Combining free options and good design

For retrieving the satellite images we have to connect to an on-premise service. Previously we would have opened a port on our on-premise firewall and have the service available publicly. But it’s also a bad design to rely on a synchronous local network connection.

Be prepared that on-premise connections will fail.

It is only a matter of ‘when’ the connection to your local network will fail. So a better option would be to use one of the messaging options that Azure provides. The most appealing solution for our need would be the Azure Service Bus Queue. It provides an asynchronous publisher-subscriber service.

Azure Service Bus Queue provides a pub-sub pattern.

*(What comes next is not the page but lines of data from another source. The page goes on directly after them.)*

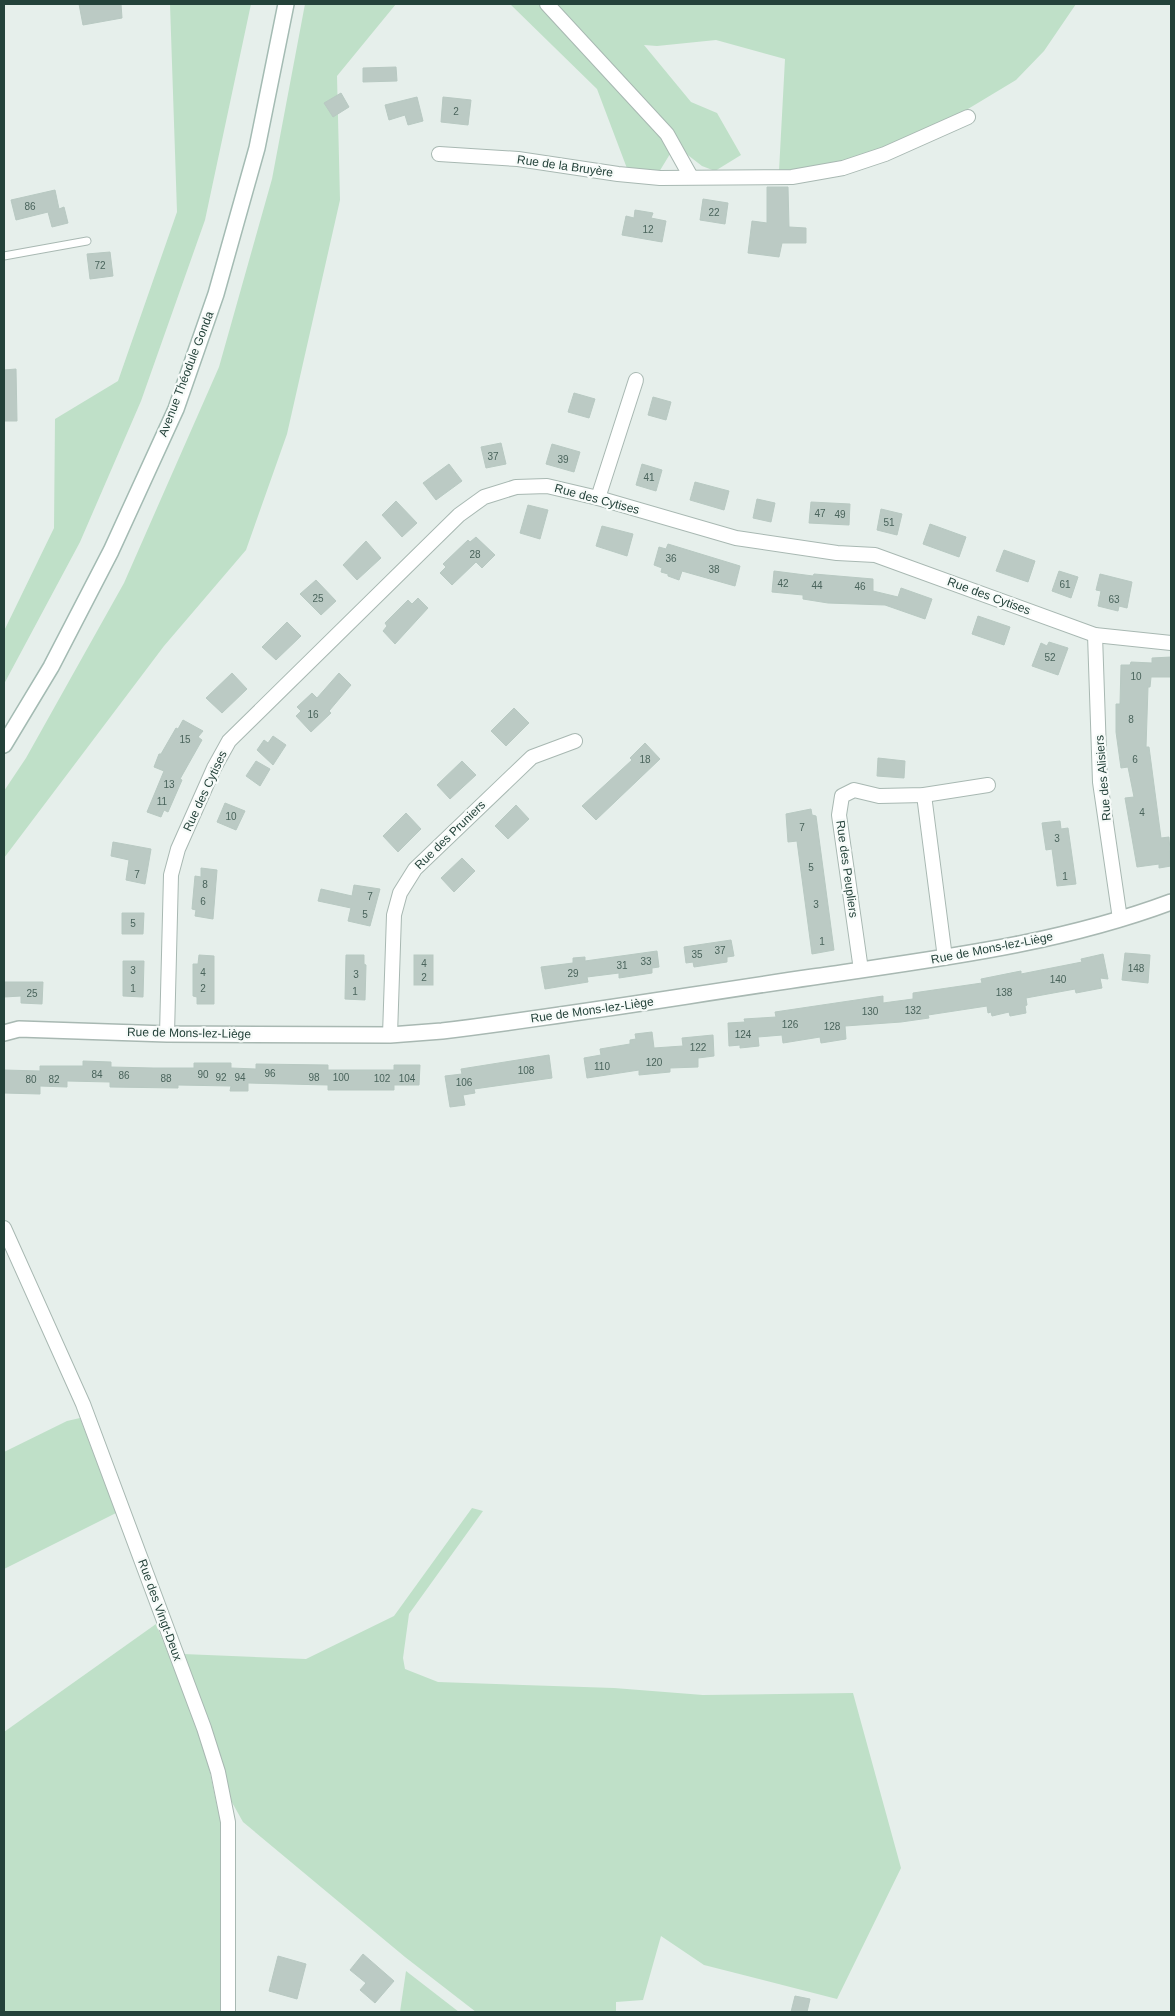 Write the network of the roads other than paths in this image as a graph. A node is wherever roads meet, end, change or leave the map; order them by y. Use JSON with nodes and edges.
{"nodes":[{"id":1,"x":286,"y":4,"type":"edge"},
{"id":2,"x":546,"y":4,"type":"edge"},
{"id":3,"x":968,"y":117,"type":"dead end"},
{"id":4,"x":439,"y":154,"type":"dead end"},
{"id":5,"x":691,"y":177,"type":"junction"},
{"id":6,"x":87,"y":241,"type":"dead end"},
{"id":7,"x":4,"y":256,"type":"edge"},
{"id":8,"x":636,"y":380,"type":"dead end"},
{"id":9,"x":598,"y":498,"type":"junction"},
{"id":10,"x":1095,"y":635,"type":"junction"},
{"id":11,"x":1171,"y":643,"type":"edge"},
{"id":12,"x":575,"y":741,"type":"dead end"},
{"id":13,"x":4,"y":745,"type":"edge"},
{"id":14,"x":988,"y":785,"type":"dead end"},
{"id":15,"x":924,"y":795,"type":"junction"},
{"id":16,"x":1171,"y":902,"type":"edge"},
{"id":17,"x":1120,"y":919,"type":"junction"},
{"id":18,"x":945,"y":958,"type":"junction"},
{"id":19,"x":861,"y":970,"type":"junction"},
{"id":20,"x":4,"y":1033,"type":"edge"},
{"id":21,"x":167,"y":1034,"type":"junction"},
{"id":22,"x":390,"y":1034,"type":"junction"},
{"id":23,"x":4,"y":1228,"type":"edge"},
{"id":24,"x":228,"y":2012,"type":"edge"}],
"edges":[{"from":1,"to":13,"type":"street","name":"Avenue Théodule Gonda"},
{"from":2,"to":5,"type":"street"},
{"from":3,"to":5,"type":"street","name":"Rue de la Bruyère"},
{"from":4,"to":5,"type":"street","name":"Rue de la Bruyère"},
{"from":6,"to":7,"type":"lane"},
{"from":8,"to":9,"type":"street"},
{"from":9,"to":10,"type":"street","name":"Rue des Cytises"},
{"from":9,"to":21,"type":"street","name":"Rue des Cytises"},
{"from":10,"to":11,"type":"street","name":"Rue des Cytises"},
{"from":10,"to":17,"type":"street","name":"Rue des Alisiers"},
{"from":12,"to":22,"type":"street","name":"Rue des Pruniers"},
{"from":14,"to":15,"type":"street","name":"Rue des Peupliers"},
{"from":15,"to":18,"type":"street"},
{"from":15,"to":19,"type":"street","name":"Rue des Peupliers"},
{"from":16,"to":17,"type":"street","name":"Rue de Mons-lez-Liège"},
{"from":17,"to":18,"type":"street","name":"Rue de Mons-lez-Liège"},
{"from":18,"to":19,"type":"street","name":"Rue de Mons-lez-Liège"},
{"from":19,"to":22,"type":"street","name":"Rue de Mons-lez-Liège"},
{"from":20,"to":21,"type":"street","name":"Rue de Mons-lez-Liège"},
{"from":21,"to":22,"type":"street","name":"Rue de Mons-lez-Liège"},
{"from":23,"to":24,"type":"street","name":"Rue des Vingt-Deux"}]}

Talking about pricing. It is five cents per million calls. In our real-world case we are never hitting one cent, so I would call this practically for free.

Azure Service Bus Queue is practically free and gives us asynchronous options to be prepared for failures

Final Score

Looking at the final picture we can conclude that we have a well-designed micro-service solution for next to nothing. It costs less than one euro a month!

Reaching outside Azure might be a bit unconventional, but it gives us great alternatives. Of course it’s perfectly possible to stay within Azure for SSL and Identity Management. But be prepared to pull out your wallet or undergo more difficult development.

You might call this approach progressive, but I hope at least that it gives an interesting perspective.